Di cosa stiamo parlando? Di strategie di marketing e brand management. Già, perché non c’è bisogno di leggere Naomi Klein per sapere come veniamo manipolati dai grandi stores a comprare di più. Secondo Roger Dooley, specialista in neuromarketing, solo il 5% dei nostri acquisti viene fatto consciamente. É su quel 95% di inconscio che agisce il marketing. Come? Spesso il segreto sta nei colori giusti, nei profumi giusti e soprattutto – eccoci al punto che ci interessa di più – nei suoni giusti.

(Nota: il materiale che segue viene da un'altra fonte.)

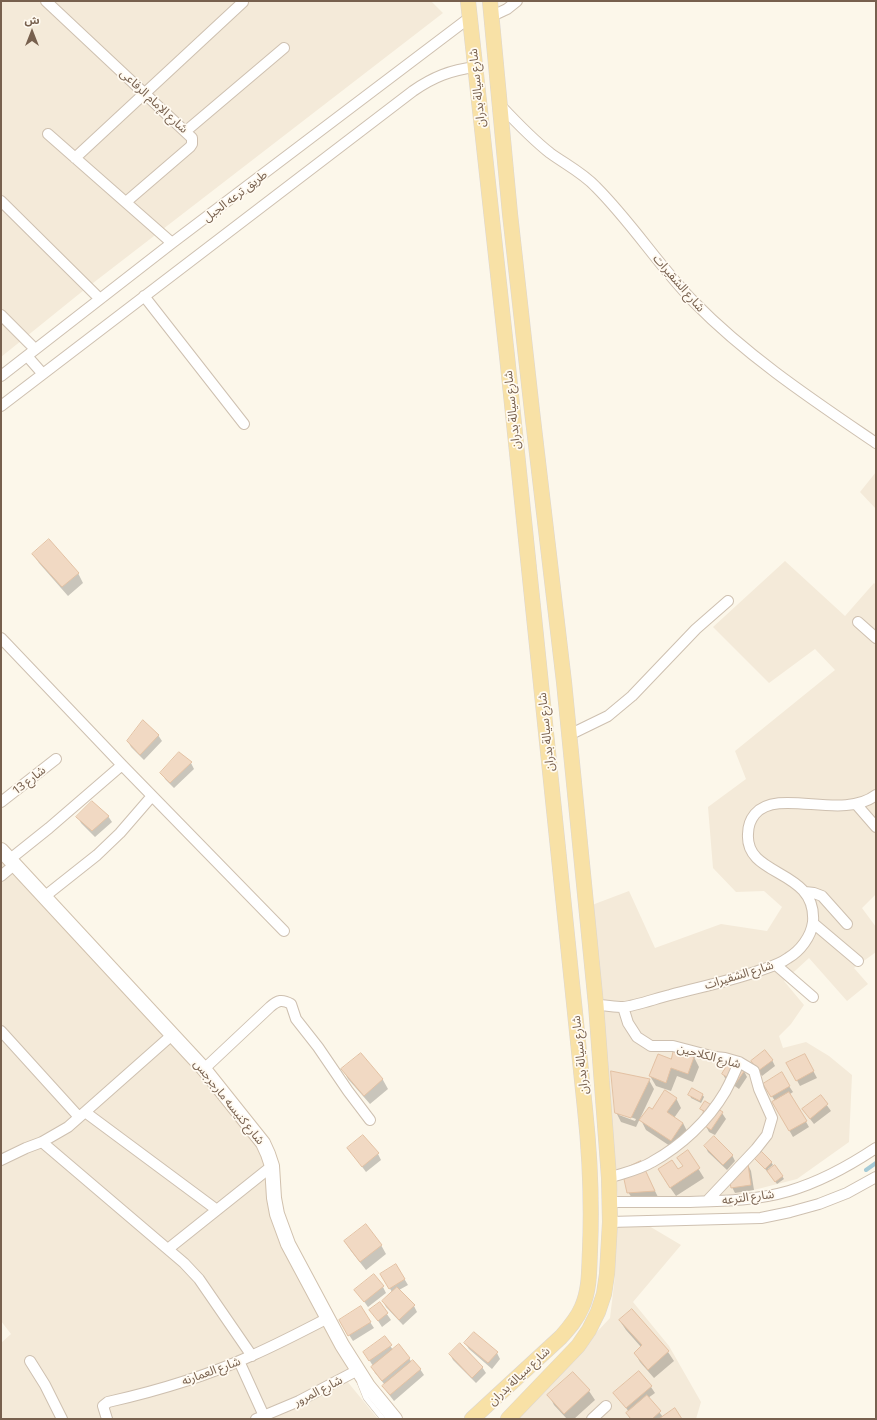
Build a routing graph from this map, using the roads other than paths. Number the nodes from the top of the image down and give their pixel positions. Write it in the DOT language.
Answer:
graph roads {
  1 [pos="46,1"];
  2 [pos="468,1"];
  3 [pos="516,1"];
  4 [pos="243,2"];
  5 [pos="491,8"];
  6 [pos="470,18"];
  7 [pos="284,48"];
  8 [pos="475,67"];
  9 [pos="145,93"];
  10 [pos="500,105"];
  11 [pos="186,131"];
  12 [pos="48,134"];
  13 [pos="75,158"];
  14 [pos="1,201"];
  15 [pos="126,202"];
  16 [pos="5,212"];
  17 [pos="172,243"];
  18 [pos="144,296"];
  19 [pos="100,299"];
  20 [pos="1,315"];
  21 [pos="36,349"];
  22 [pos="27,356"];
  23 [pos="42,373"];
  24 [pos="1,376"];
  25 [pos="1,406"];
  26 [pos="244,424"];
  27 [pos="876,443"];
  28 [pos="728,601"];
  29 [pos="858,622"];
  30 [pos="1,638"];
  31 [pos="876,638"];
  32 [pos="564,682"];
  33 [pos="542,691"];
  34 [pos="569,735"];
  35 [pos="56,758"];
  36 [pos="122,765"];
  37 [pos="876,795"];
  38 [pos="152,796"];
  39 [pos="1,802"];
  40 [pos="856,804"];
  41 [pos="876,827"];
  42 [pos="8,858"];
  43 [pos="1,876"];
  44 [pos="805,892"];
  45 [pos="44,897"];
  46 [pos="813,923"];
  47 [pos="847,924"];
  48 [pos="284,931"];
  49 [pos="858,961"];
  50 [pos="776,965"];
  51 [pos="813,997"];
  52 [pos="596,1005"];
  53 [pos="623,1007"];
  54 [pos="1,1031"];
  55 [pos="172,1035"];
  56 [pos="739,1062"];
  57 [pos="204,1069"];
  58 [pos="82,1115"];
  59 [pos="370,1120"];
  60 [pos="42,1142"];
  61 [pos="876,1148"];
  62 [pos="1,1160"];
  63 [pos="272,1166"];
  64 [pos="876,1177"];
  65 [pos="609,1178"];
  66 [pos="609,1202"];
  67 [pos="707,1202"];
  68 [pos="218,1210"];
  69 [pos="610,1222"];
  70 [pos="168,1249"];
  71 [pos="328,1318"];
  72 [pos="252,1356"];
  73 [pos="30,1361"];
  74 [pos="239,1361"];
  75 [pos="358,1370"];
  76 [pos="606,1406"];
  77 [pos="260,1417"];
  78 [pos="62,1419"];
  79 [pos="107,1419"];
  80 [pos="383,1419"];
  81 [pos="395,1419"];
  82 [pos="472,1419"];
  83 [pos="508,1419"];
  84 [pos="592,1419"];
  1 -- 9 [label="street, شارع الإمام الرفاعى"];
  2 -- 6 [label="main road, شارع سيالة بدران"];
  3 -- 5 [label="street"];
  4 -- 9 [label="street"];
  5 -- 10 [label="main road, شارع سيالة بدران"];
  6 -- 8 [label="main road, شارع سيالة بدران"];
  6 -- 17 [label="street, طريق ترعه الجبل"];
  7 -- 11 [label="street"];
  8 -- 18 [label="street, طريق ترعه الجبل"];
  8 -- 33 [label="main road, شارع سيالة بدران"];
  9 -- 11 [label="street, شارع الإمام الرفاعى"];
  9 -- 13 [label="street"];
  10 -- 27 [label="street, شارع الشقيرات"];
  10 -- 32 [label="main road, شارع سيالة بدران"];
  11 -- 15 [label="street, شارع الإمام الرفاعى"];
  12 -- 13 [label="street"];
  13 -- 15 [label="street"];
  14 -- 16 [label="street"];
  15 -- 17 [label="street"];
  16 -- 19 [label="street"];
  17 -- 19 [label="street, طريق ترعه الجبل"];
  18 -- 23 [label="street, طريق ترعه الجبل"];
  18 -- 26 [label="street"];
  19 -- 21 [label="street, طريق ترعه الجبل"];
  20 -- 21 [label="street"];
  21 -- 22 [label="street, طريق ترعه الجبل"];
  22 -- 23 [label="street"];
  22 -- 24 [label="street, طريق ترعه الجبل"];
  23 -- 25 [label="street, طريق ترعه الجبل"];
  28 -- 34 [label="street"];
  29 -- 31 [label="street"];
  30 -- 36 [label="street"];
  32 -- 33 [label="main road"];
  32 -- 34 [label="main road, شارع سيالة بدران"];
  33 -- 82 [label="main road, شارع سيالة بدران"];
  34 -- 52 [label="main road, شارع سيالة بدران"];
  35 -- 39 [label="street, شارع 13"];
  36 -- 38 [label="street"];
  36 -- 42 [label="street"];
  37 -- 40 [label="street"];
  38 -- 45 [label="street"];
  38 -- 48 [label="street"];
  40 -- 41 [label="street"];
  40 -- 44 [label="street"];
  42 -- 43 [label="street"];
  42 -- 45 [label="street, شارع كنيسه مارجرجس"];
  44 -- 46 [label="street"];
  44 -- 47 [label="street"];
  45 -- 55 [label="street, شارع كنيسه مارجرجس"];
  46 -- 49 [label="street"];
  46 -- 50 [label="street, شارع الشقيرات"];
  50 -- 51 [label="street"];
  50 -- 53 [label="street, شارع الشقيرات"];
  52 -- 53 [label="street, شارع الشقيرات"];
  52 -- 65 [label="main road, شارع سيالة بدران"];
  53 -- 56 [label="street, شارع الكلاحين"];
  54 -- 58 [label="street"];
  55 -- 57 [label="street, شارع كنيسه مارجرجس"];
  55 -- 58 [label="street"];
  56 -- 65 [label="street"];
  56 -- 67 [label="street, شارع الكلاحين"];
  57 -- 59 [label="street"];
  57 -- 63 [label="street, شارع كنيسه مارجرجس"];
  58 -- 60 [label="street"];
  58 -- 68 [label="street"];
  60 -- 62 [label="street"];
  60 -- 70 [label="street"];
  61 -- 67 [label="street, شارع الترعه"];
  63 -- 68 [label="street"];
  63 -- 71 [label="street, شارع كنيسه مارجرجس"];
  64 -- 69 [label="street, شارع الترعه"];
  65 -- 66 [label="main road, شارع سيالة بدران"];
  66 -- 67 [label="street, شارع الترعه"];
  66 -- 69 [label="main road, شارع سيالة بدران"];
  68 -- 70 [label="street"];
  69 -- 83 [label="main road, شارع سيالة بدران"];
  70 -- 72 [label="street"];
  71 -- 72 [label="street, شارع العمارنه"];
  71 -- 75 [label="street, شارع كنيسه مارجرجس"];
  72 -- 74 [label="street, شارع العمارنه"];
  73 -- 78 [label="street"];
  74 -- 77 [label="street"];
  74 -- 79 [label="street, شارع العمارنه"];
  75 -- 77 [label="street, شارع المرور"];
  75 -- 80 [label="lane"];
  75 -- 81 [label="street, شارع كنيسه مارجرجس"];
  76 -- 84 [label="street"];
}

When did music become so important?”, si chiedeva Don Draper in un episodio di Mad Man. Aggiustando la domanda, ci potremmo chiedere: “Perchè la musica indie è diventata così importante per vendere?”. Chiunque questa estate abbia fatto un giro tra gli scaffali di Mango o Pull&Bear, sa di cosa parlo: King Krule, Tame Impala, Beach House, Warpaint, Flume, Crystal Castles, Washed Out. Moda che strizza l’occhio al Coachella, playlist che strizzano più di un occhio a Pitchfork. E cosa dire dei pionieri Topshop o Urban Outfitters, che mettono in vendita da tempo anche cd e giradischi?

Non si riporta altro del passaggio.